Wednesday, 15 August 2018
Monday, 13 August 2018
An animal shelter, which holds only dogs and cats, operates on a strictly "first in, first out" basis. People must adopt either the "oldest" (based on arrival time) of all animals at the shelter or they can select whether they would prefer a dog or a cat (and will receive the oldest animal of that type). They cannot select which specific animal they would like. Create the data structures to maintain this system and implement operations such as enqueue, dequeueAny, dequeueDog, and dequeueCat. You may use the built-in Linked list data structure.
There are many approaches to solve this problem
1. We could maintain a single queue and keep inserting the element in the Queue. Using a single queue, dequeueAny is easy, but dequeueDog and dequeueCat would require iteration through the queue to find the first dog or cat. This would increase the complexity of the solution and decrease the efficiency.

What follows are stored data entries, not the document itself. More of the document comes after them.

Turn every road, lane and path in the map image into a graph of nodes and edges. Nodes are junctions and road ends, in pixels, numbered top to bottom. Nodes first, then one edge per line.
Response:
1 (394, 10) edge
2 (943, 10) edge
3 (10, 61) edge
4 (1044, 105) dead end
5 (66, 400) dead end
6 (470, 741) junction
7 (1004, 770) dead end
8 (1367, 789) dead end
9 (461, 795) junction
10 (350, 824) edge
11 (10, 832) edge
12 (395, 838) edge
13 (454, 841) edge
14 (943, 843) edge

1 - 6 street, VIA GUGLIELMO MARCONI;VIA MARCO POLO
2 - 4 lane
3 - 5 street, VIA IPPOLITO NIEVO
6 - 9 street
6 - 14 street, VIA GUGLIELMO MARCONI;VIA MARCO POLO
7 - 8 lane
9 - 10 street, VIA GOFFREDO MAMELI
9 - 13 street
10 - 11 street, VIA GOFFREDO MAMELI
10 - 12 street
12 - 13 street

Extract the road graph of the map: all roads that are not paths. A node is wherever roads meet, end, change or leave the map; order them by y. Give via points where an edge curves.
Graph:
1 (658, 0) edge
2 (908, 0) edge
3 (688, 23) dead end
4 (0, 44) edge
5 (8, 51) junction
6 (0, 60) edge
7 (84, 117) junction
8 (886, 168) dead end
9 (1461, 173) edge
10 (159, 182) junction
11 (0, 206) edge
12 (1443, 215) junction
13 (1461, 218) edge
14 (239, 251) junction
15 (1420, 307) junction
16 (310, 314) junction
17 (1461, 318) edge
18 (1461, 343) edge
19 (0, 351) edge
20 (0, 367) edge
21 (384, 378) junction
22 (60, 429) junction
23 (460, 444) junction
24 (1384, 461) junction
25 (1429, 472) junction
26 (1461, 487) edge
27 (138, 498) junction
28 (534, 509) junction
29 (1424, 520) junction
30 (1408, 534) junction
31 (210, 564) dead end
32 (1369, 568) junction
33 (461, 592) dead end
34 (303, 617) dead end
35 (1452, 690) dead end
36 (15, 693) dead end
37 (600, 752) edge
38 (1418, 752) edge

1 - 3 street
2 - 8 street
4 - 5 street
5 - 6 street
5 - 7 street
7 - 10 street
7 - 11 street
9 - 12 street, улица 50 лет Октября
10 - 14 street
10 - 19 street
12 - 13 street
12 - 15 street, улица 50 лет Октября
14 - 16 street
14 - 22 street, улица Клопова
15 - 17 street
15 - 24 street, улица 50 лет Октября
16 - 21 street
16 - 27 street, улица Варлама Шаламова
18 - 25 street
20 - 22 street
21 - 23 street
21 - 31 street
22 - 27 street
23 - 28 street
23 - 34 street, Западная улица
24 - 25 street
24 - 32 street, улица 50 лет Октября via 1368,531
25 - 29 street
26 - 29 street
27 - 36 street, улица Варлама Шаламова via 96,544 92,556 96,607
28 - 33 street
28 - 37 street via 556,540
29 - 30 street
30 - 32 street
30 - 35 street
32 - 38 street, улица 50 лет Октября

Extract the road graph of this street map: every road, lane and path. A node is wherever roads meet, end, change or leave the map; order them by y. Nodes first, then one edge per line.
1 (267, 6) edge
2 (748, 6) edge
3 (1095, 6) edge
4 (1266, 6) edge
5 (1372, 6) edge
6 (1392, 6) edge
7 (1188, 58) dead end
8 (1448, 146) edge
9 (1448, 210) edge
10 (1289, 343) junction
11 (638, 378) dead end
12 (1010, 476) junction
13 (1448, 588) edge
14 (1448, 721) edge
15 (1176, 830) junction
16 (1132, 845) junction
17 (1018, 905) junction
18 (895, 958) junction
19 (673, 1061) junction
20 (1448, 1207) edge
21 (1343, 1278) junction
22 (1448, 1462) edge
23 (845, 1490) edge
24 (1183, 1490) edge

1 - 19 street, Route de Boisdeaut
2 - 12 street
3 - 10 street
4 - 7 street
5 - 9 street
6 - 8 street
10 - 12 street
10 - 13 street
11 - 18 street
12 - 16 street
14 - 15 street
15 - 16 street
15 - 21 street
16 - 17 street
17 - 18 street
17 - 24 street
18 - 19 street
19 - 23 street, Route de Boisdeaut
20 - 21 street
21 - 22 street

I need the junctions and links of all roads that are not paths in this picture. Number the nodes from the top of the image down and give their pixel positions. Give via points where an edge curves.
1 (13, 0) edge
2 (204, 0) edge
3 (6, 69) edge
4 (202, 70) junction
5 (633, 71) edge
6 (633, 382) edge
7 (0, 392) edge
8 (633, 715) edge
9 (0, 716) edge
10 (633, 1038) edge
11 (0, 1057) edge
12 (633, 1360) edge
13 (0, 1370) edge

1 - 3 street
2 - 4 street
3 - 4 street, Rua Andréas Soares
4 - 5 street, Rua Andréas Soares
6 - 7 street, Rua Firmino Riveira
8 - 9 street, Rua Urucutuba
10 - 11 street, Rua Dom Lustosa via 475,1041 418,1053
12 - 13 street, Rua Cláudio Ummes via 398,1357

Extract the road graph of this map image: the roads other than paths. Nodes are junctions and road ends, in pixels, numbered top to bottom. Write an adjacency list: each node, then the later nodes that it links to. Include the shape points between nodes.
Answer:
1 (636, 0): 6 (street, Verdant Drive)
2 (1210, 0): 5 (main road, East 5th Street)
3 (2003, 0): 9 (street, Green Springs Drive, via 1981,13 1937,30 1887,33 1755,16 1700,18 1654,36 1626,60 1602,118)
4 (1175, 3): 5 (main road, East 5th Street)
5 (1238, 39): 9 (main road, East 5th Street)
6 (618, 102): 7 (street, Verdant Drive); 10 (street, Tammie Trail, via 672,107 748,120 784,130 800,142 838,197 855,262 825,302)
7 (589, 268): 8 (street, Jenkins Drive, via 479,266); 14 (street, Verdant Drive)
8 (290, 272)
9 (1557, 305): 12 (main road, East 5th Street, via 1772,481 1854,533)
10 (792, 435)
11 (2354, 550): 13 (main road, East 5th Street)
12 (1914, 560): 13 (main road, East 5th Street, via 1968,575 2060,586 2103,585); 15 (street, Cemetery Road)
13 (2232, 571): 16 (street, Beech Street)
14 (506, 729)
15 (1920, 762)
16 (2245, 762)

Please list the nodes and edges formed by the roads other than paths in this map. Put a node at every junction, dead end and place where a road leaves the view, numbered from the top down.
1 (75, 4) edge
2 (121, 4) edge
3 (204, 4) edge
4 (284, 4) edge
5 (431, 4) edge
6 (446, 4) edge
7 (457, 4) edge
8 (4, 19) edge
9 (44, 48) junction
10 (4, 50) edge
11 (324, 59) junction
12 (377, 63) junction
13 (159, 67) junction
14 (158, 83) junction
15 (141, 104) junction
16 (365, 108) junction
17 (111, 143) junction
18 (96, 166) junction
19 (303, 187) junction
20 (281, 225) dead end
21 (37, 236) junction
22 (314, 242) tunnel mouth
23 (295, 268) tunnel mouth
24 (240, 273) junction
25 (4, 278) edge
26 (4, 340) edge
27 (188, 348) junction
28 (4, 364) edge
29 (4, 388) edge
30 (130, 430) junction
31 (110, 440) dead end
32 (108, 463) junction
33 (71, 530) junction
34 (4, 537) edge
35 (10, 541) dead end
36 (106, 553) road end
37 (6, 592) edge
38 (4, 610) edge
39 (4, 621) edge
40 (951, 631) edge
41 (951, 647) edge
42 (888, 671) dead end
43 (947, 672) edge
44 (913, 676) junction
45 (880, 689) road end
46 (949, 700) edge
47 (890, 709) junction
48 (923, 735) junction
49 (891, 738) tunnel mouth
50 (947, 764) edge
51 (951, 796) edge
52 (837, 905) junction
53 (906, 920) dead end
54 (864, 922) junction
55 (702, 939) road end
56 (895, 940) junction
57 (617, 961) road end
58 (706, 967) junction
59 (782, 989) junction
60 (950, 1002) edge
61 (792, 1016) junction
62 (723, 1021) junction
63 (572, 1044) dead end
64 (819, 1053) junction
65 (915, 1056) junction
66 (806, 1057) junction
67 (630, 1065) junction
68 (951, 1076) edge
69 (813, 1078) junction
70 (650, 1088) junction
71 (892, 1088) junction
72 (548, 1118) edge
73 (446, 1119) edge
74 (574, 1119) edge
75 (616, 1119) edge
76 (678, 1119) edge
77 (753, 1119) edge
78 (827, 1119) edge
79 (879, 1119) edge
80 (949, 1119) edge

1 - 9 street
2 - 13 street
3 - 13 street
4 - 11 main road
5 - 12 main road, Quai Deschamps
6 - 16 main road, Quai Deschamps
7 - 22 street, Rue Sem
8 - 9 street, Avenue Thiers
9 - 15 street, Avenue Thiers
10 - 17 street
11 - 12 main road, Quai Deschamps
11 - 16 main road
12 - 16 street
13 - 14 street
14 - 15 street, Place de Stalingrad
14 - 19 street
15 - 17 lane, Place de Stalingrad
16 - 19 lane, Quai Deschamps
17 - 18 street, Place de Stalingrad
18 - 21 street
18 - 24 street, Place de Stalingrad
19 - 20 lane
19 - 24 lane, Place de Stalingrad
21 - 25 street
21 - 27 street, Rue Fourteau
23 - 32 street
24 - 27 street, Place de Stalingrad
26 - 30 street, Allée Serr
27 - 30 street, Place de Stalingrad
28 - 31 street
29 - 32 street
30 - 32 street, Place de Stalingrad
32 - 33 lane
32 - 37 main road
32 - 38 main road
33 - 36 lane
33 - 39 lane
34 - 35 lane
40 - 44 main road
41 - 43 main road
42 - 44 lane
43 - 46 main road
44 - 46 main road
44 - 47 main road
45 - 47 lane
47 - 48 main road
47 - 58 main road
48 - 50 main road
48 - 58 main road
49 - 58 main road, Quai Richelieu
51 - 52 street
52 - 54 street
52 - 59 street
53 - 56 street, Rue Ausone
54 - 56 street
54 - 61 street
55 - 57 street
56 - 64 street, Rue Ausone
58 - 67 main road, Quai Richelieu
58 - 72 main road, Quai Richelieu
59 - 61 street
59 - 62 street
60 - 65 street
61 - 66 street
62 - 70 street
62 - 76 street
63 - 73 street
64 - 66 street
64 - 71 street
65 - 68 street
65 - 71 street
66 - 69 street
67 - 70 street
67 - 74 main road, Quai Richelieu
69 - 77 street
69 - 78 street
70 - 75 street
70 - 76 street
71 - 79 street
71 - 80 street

2. An alternative approach that is simple, clean and efficient is to simply use separate queues for dogs and cats, and to place them within a wrapper class called an AnimalShelterQueue. We will store some sort of time stamp (insertion order) to mark when each animal was enqueued. When we call dequeueAny, will return the oldest of the tops of both the dog and cat queue. For operation dequeueDog and dequeueCat, we will return the top of respective queue.